An ICU nurse went viral for quitting after 19 grueling months of the pandemic. Now, he says he's more relaxed and is encouraging other healthcare workers to do the same.

Andrew Hudson worked at a bar for five years where he became familiar with the smell of alcohol.

Hudson smelled like booze when he treated COVID-19 patients in a step down unit at a major Detroit hospital. He saw a label on the packaging. Due to a nationwide supply shortage, the US allowed distillers to make ethanol-based sanitizers.

Hudson chuckled as he said that the federal stop-gap measures and the lack of support he and other nurses received led to burnout and mental health distress in his nearly two years as a COVID ICU nurse.
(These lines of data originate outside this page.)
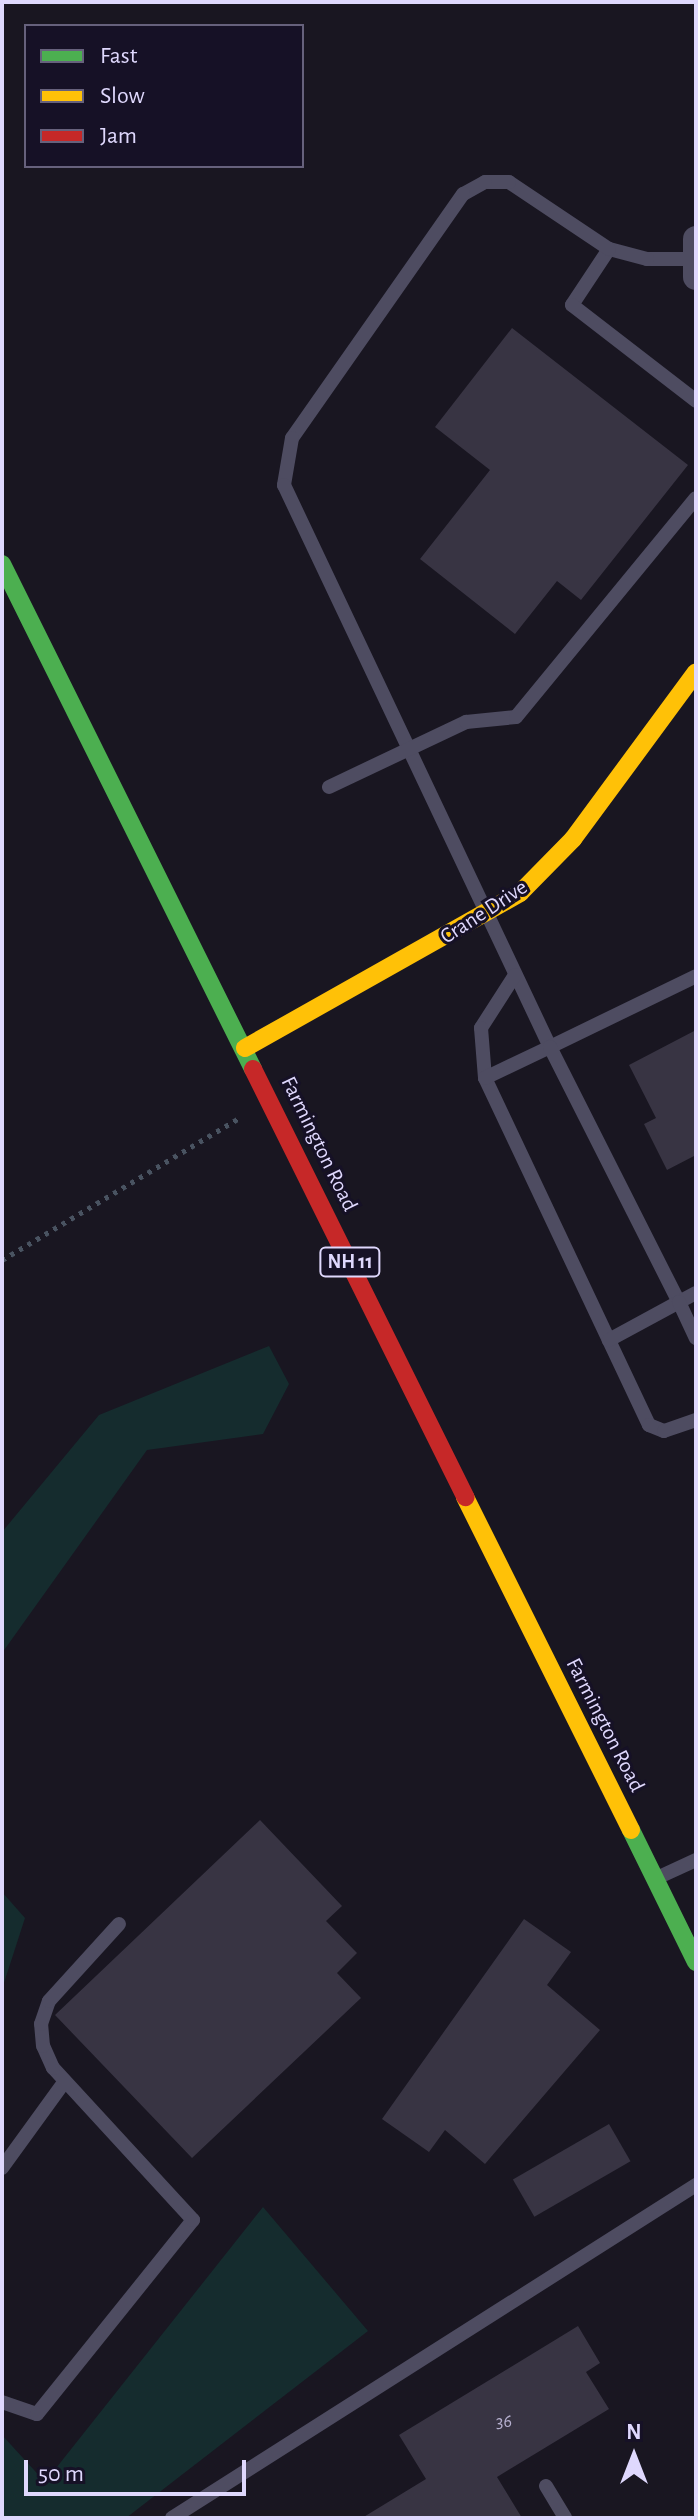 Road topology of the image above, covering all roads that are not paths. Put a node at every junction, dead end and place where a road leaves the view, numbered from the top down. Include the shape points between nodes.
1 (609, 249) junction
2 (695, 258) edge
3 (696, 401) edge
4 (696, 498) edge
5 (2, 564) edge
6 (696, 672) edge
7 (407, 750) junction
8 (329, 787) dead end
9 (485, 916) junction
10 (515, 975) junction
11 (696, 976) edge
12 (550, 1047) junction
13 (245, 1048) junction
14 (485, 1078) junction
15 (696, 1293) edge
16 (679, 1302) junction
17 (696, 1338) edge
18 (609, 1340) junction
19 (696, 1420) edge
20 (696, 1860) edge
21 (655, 1879) junction
22 (119, 1924) dead end
23 (696, 1962) edge
24 (65, 2081) junction
25 (2, 2168) edge
26 (696, 2185) edge
27 (2, 2402) edge
28 (546, 2486) dead end
29 (172, 2518) edge
30 (565, 2518) edge

1 - 2 lane via 647,259
1 - 3 lane via 572,305
1 - 7 lane via 509,182 485,182 463,194 292,438 284,485
4 - 7 lane via 516,717 466,722
5 - 13 main road, Farmington Road / NH 11
6 - 9 main road, Crane Drive via 573,839 520,893
7 - 8 lane
7 - 9 lane
9 - 10 lane
9 - 13 main road, Crane Drive
10 - 12 lane
10 - 14 lane via 481,1028
11 - 12 lane
12 - 14 lane
12 - 16 lane
13 - 21 main road, Farmington Road / NH 11
14 - 18 lane
15 - 16 lane
16 - 17 lane
16 - 18 lane
18 - 19 lane via 649,1425 664,1431
20 - 21 lane
21 - 23 main road, Farmington Road / NH 11
22 - 24 lane via 49,2001 43,2046
24 - 25 lane
24 - 27 lane via 193,2220 37,2414
26 - 29 lane
28 - 30 lane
Hudson did not receive hazard pay while he worked as an intensive care nurse in Michigan and Colorado. He used masks and gowns again, and sent his patients' bodies to freezer trucks outside of his hospital.

Hudson came home from his shifts in the intensive care unit with nervous breakdowns.

A video of Hudson quitting nursing has half a million views on social media.

—andrew (@intellegint) December 21, 2021

Hudson said helping patients for months without proper staff and equipment feels like emptying the ocean with a bucket.

He said in an interview with Insider that the way it is right now is not normal.

The earliest days of the pandemic were dark and uncertain

The first few months Hudson was treating patients with COVID were very busy. No clinician knew how to treat the disease back then, so his team would experiment with the now-debunked treatment hydroxychloroquine.

Hudson recalled calling 30 rapid responses in 2020 when his own patients went into a critical level, and many more for other nurses. When death rates in Michigan were over 100 per week, Hudson sometimes brought freezer trucks to hospitals to store bodies.

Hudson taped his mouth, nose, and eyelid to protect them from exposure.

He said that it felt like it was medieval.

Insufficient staffing, aggressive patients, and nervous breakdowns

Hudson moved to a small hospital in Denver in 2021. The Delta variant made him meet with treating mostly COVID ICU patients.

Hudson said he cared for at least three patients at once. Safe staffing laws in Massachusetts recommend that nurses only care for one patient in the intensive care unit at a time, and research from the University of Pennsylvania shows that the more patients a nurse must care for, the worse the care becomes.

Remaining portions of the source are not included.